İbn Ebî Şeybe'nin, Ebû Seleme'den bildirdiğine göre Resûlullah (sallallahü aleyhi ve sellem):

“Sadaka vermek malı asla eksiltmez, tasaddukta bulunun" buyurmuştur.

İbn Ebî Şeybe, Hazret-i Âişe'den bildiriyor: Bize pişirilmiş bir koyun hediye edildi. Omuzu (butu) hariç onu parçalayıp tasaddukta bulundum. Resûlullah (sallallahü aleyhi ve sellem) geldiğinde bunu ona söyleyince:

“Omuzu hariç koyunun hepsi sizindi" buyurdu.

İbn Ebî Hâtim, İbn Merdûye, İsbehânî, et-Terğîb'te ve İbn Asâkir, Şa'bî'den bildiriyor:

“Sadakaları açıktan verirseniz ne güzel! Fakat onları gizleyerek fakirlere verirseniz bu, sizin için daha hayırlıdır ve günahlarınızdan bir kısmına da kefâret olur. Allah, yaptıklarınızdan hakkıyla haberdardır" âyeti Ebû Bekr ve Ömer hakkında indi. Ömer malının yarısını insanların başları üzerinde taşıyarak Resûlullah'a (sallallahü aleyhi ve sellem) getirmişti. Ebû Bekr ise bütün malını çok gizli bir şekilde getirmişti. Resûlullah (sallallahü aleyhi ve sellem), Ebû Bekr'e:

“Ailene ne bıraktın?" deyince:

“Allah'ın ve Resûlünün rızasını bıraktım" karşılığını verdi.
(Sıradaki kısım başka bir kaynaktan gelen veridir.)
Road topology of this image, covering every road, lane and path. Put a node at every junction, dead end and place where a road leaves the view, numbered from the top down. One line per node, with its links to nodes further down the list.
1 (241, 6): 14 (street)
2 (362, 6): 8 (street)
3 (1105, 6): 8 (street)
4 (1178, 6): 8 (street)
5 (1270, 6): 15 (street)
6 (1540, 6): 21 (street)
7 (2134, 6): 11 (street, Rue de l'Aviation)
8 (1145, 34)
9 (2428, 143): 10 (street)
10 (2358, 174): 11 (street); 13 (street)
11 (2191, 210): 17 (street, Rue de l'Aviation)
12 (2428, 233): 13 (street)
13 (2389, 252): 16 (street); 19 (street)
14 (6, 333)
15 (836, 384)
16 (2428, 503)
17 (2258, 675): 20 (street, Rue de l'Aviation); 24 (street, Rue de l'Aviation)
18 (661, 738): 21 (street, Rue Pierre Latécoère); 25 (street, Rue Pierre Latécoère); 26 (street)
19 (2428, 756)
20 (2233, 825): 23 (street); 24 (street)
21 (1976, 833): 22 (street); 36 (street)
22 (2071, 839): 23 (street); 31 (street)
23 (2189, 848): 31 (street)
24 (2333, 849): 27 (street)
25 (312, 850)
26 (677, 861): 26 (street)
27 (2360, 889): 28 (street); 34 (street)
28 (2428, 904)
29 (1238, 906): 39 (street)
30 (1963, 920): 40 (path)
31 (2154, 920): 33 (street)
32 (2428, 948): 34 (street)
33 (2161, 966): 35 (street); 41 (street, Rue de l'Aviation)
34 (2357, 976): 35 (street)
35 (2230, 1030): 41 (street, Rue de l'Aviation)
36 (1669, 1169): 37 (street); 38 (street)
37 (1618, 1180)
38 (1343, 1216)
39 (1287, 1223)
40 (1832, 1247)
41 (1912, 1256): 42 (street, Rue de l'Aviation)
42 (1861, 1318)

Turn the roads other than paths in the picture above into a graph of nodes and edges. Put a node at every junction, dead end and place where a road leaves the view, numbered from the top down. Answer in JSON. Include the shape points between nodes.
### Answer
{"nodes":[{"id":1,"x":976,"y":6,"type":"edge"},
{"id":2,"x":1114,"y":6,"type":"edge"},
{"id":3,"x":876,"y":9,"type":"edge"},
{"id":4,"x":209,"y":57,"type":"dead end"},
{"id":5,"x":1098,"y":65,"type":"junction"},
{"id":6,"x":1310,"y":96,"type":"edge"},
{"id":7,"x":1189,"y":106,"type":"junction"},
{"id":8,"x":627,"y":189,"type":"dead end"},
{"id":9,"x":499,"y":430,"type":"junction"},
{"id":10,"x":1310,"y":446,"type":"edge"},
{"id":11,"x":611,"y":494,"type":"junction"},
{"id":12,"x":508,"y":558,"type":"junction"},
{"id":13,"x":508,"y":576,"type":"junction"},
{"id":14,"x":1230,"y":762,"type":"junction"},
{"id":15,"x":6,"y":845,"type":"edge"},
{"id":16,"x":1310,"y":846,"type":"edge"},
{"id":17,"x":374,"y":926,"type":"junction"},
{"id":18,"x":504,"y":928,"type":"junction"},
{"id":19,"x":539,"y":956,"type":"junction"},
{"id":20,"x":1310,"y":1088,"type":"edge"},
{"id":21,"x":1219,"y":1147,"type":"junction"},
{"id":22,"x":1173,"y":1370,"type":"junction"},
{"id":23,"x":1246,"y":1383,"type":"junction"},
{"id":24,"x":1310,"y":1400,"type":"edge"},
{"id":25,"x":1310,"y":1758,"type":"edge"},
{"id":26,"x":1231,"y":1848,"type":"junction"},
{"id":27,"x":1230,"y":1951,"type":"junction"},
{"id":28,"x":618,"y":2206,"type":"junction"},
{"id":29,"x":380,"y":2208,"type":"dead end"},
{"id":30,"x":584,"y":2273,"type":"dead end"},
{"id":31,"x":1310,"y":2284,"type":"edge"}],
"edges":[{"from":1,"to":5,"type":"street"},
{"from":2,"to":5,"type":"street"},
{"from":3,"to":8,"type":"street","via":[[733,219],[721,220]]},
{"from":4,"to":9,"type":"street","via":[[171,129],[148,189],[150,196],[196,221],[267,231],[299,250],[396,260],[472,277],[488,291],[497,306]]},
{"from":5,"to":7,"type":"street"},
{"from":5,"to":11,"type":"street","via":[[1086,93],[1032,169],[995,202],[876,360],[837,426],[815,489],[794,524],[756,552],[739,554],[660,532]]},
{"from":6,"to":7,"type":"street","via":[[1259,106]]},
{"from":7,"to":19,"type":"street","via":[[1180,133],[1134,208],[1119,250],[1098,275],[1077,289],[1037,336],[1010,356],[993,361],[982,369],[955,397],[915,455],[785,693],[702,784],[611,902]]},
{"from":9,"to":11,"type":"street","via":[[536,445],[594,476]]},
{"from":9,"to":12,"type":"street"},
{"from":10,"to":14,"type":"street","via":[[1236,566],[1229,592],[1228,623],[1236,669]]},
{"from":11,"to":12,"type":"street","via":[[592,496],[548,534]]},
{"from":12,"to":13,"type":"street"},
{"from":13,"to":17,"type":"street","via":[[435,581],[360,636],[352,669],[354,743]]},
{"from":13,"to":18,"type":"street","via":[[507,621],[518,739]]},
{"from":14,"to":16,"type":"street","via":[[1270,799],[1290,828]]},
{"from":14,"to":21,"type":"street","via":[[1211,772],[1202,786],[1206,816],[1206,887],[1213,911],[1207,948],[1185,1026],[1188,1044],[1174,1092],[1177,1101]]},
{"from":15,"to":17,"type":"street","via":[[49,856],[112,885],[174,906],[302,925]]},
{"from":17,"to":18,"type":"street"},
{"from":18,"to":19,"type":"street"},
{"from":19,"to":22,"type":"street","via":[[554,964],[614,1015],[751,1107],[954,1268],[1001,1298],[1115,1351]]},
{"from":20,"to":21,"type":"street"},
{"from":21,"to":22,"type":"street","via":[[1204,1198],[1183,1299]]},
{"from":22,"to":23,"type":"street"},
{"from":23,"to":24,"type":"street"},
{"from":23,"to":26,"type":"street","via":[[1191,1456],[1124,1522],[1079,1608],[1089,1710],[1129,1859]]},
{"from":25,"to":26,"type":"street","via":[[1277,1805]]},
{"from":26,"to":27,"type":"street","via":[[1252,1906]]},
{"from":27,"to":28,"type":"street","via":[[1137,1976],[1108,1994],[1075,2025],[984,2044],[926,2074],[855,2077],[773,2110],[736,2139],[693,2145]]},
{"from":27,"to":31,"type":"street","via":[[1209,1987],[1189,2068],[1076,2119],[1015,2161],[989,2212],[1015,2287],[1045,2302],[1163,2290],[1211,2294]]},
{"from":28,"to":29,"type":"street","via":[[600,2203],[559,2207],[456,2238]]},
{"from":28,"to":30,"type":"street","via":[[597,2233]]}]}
Bunun üzerine Ömer, Ebû Bekr'e:

“Ne zaman bir hayır üzerine yarıştıysak mutlaka beni yendin" dedi.

Ebû Dâvud, Tirmizî ve Hâkim, Hazret-i Ömer'den bildiriyor: Resûlullah (sallallahü aleyhi ve sellem) bir gün bize tasaddukta bulunmamızı emretti. O gün de yanımda mal bulunan bir zamana kadar geldi. Kendi kendime:

“Eğer Ebû Bekr'i geçeceksem bu gün geçerim" dedim. Ben malımın (paramın) yarısıyla Resûlullah'a (sallallahü aleyhi ve sellem) geldim. Bana:

“Ailene ne bıraktın?" diye sorunca:

“Bunun kadarını bıraktım" dedim. Ebû Bekr yanında bulunan bütün malıyla geldi. Resûlullah (sallallahü aleyhi ve sellem) Ona da:

“Ailene ne bıraktın?" diye sorunca:

“Allah ve Resûlünü bıraktım" karşılığını verdi. Bunun üzerine Ebû Bekr'e:

“Bir daha seninle asla yarışmam" dedim.

İbn Cerîr, Yezîd b. Ebî Habîb'ten bildiriyor:

“Sadakaları açıktan verirseniz ne güzel!" âyeti, Yahudilere ve Hıristiyanlara verilen sadaka hakkında indi.

İbn Ebî Hâtim'in bildirdiğine göre İbn Abbâs:

“...Günahlarınızdan bir kısmına da kefâret olur..." âyetini okudu ve:

“Kefâret olacak şey sadakadır" dedi.

İbn Ebî Dâvud, Mesâhifte, A'meş'ten bildiriyor:

“İbn Mes'ûd'un kıraatında bu âyet G) harfi olmadan (.....) şeklindedir."